After months with Bear, her six-foot-five father looked small and fragile. Gray streaked his hair, and his neck sagged beneath his mountain-man beard. She had forgotten his gray. She stared at him, trying to match this man to her memories. How had she ever found him intimidating? She wanted to cross to him and push his hair out of his eyes. He looked so… human.

Max cleared his throat, and Dad glanced up from his papers.

“Hi, Dad,” she said.

He looked stunned, as if she had dropped from the sky into the kitchen. Recovering, he shot out of his chair. The chair clattered backward to the floor behind him. In two large steps, he was in front of her. He crushed her in a hug. “Oh, my little girl,” he said.

He hadn’t called her that in years. Cassie swallowed a lump in her throat. “Where’s Mom?” The word tasted strange in her mouth.

His face split into an enormous smile. Still holding her shoulders, he called, “Gail! Gail, she’s home!” He squeezed her shoulders. “Gail!”

Cassie heard footsteps from the hall behind her. Her mother’s footsteps, running. Cassie’s back muscles tensed. The footsteps stopped at the doorway, and her father released her. But Cassie couldn’t turn around. Her feet felt glued to the linoleum. She had dreamed of this too often for too long. What are you afraid of? she challenged herself. Turn around.

No, I don’t want to.

Tough, she told herself. Turn the hell around.

Slowly, she turned—counter, cabinets, wall, Max, Owen… “Gail,” Dad said to the woman in the doorway, “this is Cassandra. Cassie, this is your mother.”

Green eyes. For a long moment, Cassie had no other coherent thought. She stared at her mother’s eyes and felt as if her brain were spinning like a coronal aurora. Cassie did have her mother’s eyes.

But the resemblance ended there, at the eyes. Gail was short compared to Cassie, maybe five-foot-five. She had black hair, not red. Instead of sharp cheekbones, she had soft baby-doll cheeks. Decked out in a red blouse and jeans, she looked nothing like Cassie, except the eyes.

“Mother,” Cassie said, testing it.

Her mother swallowed and fluttered her hands as if she weren’t sure what to do with them, as if she were surprised that she had hands. “You can call me Gail, if it makes you more comfortable,” she said, her voice quivering.

Her mother was a stranger named Gail. “Gail,” Cassie said. She had not pictured using her mother’s first name. Cassie attempted a smile. “Very punny. North Wind’s daughter. Gale.”

Her mother sparkled at her with a smile out of a Crest commercial. “It’s short for Abigail.” Inanely, Cassie wondered where her mother had found lipstick up here. It was as red as Red Delicious apples, and as inappropriate as cotton jeans in fifty-below. “Oh,” Cassie said, continuing to stare. Her mother seemed smaller than she’d been in her daydreams.
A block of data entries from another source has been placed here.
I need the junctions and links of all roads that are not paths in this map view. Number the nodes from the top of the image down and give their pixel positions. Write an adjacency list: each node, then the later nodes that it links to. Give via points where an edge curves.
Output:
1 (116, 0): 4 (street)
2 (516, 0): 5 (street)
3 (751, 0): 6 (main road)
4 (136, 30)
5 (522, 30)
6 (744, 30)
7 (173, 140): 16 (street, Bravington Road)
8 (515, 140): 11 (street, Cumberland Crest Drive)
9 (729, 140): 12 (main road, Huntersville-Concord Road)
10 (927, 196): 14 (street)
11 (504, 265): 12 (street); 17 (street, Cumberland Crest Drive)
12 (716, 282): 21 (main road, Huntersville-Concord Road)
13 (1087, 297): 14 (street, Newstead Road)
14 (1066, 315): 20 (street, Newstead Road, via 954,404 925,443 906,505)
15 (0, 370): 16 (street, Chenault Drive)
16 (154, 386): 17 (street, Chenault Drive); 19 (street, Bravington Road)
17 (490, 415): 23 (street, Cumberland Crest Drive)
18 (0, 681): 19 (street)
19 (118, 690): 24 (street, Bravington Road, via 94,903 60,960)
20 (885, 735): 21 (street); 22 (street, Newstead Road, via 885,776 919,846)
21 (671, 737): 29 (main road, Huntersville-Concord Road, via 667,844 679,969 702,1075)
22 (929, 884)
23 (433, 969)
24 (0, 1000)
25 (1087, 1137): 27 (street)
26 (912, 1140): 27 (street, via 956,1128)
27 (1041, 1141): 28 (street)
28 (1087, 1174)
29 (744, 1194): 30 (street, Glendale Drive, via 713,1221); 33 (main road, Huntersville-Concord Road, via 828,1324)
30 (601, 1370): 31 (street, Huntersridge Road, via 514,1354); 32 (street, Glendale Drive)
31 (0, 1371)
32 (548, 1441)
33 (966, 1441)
The smile faded, and Gail twisted her hands. “Could I… Would it be all right if I hugged you?”

“Maybe,” Cassie said. Was it? “Yes.”

Gail took a step toward her and awkwardly held out her arms. Cassie took a matching step forward. Her mother smelled like pine trees, like wild air. Her arms felt bony around Cassie’s back. Cassie placed her hands on her mother’s shoulder blades. She was hugging a stranger. This close, Cassie could feel the gulf of every year, of every minute.

Her mother said in a soft voice, “My baby. My little girl.”

And something inside Cassie broke. She felt it give, like a sagging spruce under the weight of a winter’s ice. All of a sudden, Cassie’s cheeks were wet. Water filled her eyes, and she couldn’t see. She buried her face in the sharp shoulder of her pine-scented mother. Her mother’s arms started to shake. “My baby, my baby.” Gail’s voice cracked. She was crying too.